* EXERCISE AIM *
Below are some records; work out how many of their lines contain "from" and give the number only.

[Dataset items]
BEGIN

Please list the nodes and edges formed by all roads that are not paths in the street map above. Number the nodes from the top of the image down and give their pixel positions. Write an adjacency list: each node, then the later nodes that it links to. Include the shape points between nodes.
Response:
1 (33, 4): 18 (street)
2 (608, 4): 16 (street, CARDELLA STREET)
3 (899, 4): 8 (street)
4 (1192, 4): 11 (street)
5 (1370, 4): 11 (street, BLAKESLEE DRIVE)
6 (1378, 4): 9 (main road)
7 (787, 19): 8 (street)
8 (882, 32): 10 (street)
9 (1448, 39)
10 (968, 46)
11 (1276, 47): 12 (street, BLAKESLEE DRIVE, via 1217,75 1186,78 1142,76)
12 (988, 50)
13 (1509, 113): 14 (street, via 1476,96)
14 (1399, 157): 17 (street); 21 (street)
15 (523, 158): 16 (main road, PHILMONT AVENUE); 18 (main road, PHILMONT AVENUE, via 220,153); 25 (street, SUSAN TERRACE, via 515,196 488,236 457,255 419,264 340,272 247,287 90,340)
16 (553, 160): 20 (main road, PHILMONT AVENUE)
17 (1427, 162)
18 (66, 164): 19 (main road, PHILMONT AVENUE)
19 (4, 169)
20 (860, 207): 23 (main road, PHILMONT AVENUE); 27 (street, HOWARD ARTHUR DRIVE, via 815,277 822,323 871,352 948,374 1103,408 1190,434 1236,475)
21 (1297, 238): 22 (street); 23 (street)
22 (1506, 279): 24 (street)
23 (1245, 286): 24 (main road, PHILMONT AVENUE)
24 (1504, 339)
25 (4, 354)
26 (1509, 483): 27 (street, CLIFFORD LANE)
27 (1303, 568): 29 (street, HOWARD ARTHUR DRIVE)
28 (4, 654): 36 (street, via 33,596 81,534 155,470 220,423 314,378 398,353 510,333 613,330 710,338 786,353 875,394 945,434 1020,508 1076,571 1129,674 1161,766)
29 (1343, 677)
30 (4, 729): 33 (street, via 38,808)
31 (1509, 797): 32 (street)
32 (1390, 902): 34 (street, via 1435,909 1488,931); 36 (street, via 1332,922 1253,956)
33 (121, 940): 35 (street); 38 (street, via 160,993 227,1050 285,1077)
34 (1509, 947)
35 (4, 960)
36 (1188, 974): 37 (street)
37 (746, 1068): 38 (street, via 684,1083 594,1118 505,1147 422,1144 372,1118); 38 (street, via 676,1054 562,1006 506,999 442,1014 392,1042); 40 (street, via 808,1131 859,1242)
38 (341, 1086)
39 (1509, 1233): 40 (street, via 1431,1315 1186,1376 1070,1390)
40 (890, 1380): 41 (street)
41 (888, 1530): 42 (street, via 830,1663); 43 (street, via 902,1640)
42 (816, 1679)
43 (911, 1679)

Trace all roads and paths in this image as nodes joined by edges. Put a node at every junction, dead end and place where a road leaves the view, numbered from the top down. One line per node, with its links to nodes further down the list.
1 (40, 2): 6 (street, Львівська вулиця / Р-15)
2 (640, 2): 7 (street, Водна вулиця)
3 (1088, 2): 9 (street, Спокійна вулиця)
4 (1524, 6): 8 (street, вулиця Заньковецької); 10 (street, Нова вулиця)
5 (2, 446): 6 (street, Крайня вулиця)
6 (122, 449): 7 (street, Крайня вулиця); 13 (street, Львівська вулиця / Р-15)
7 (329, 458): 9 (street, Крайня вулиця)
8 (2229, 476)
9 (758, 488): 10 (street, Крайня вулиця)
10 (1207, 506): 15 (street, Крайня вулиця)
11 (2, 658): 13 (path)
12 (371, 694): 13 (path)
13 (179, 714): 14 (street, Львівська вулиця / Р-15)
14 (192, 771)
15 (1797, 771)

END

* ANSWER SPACE *
2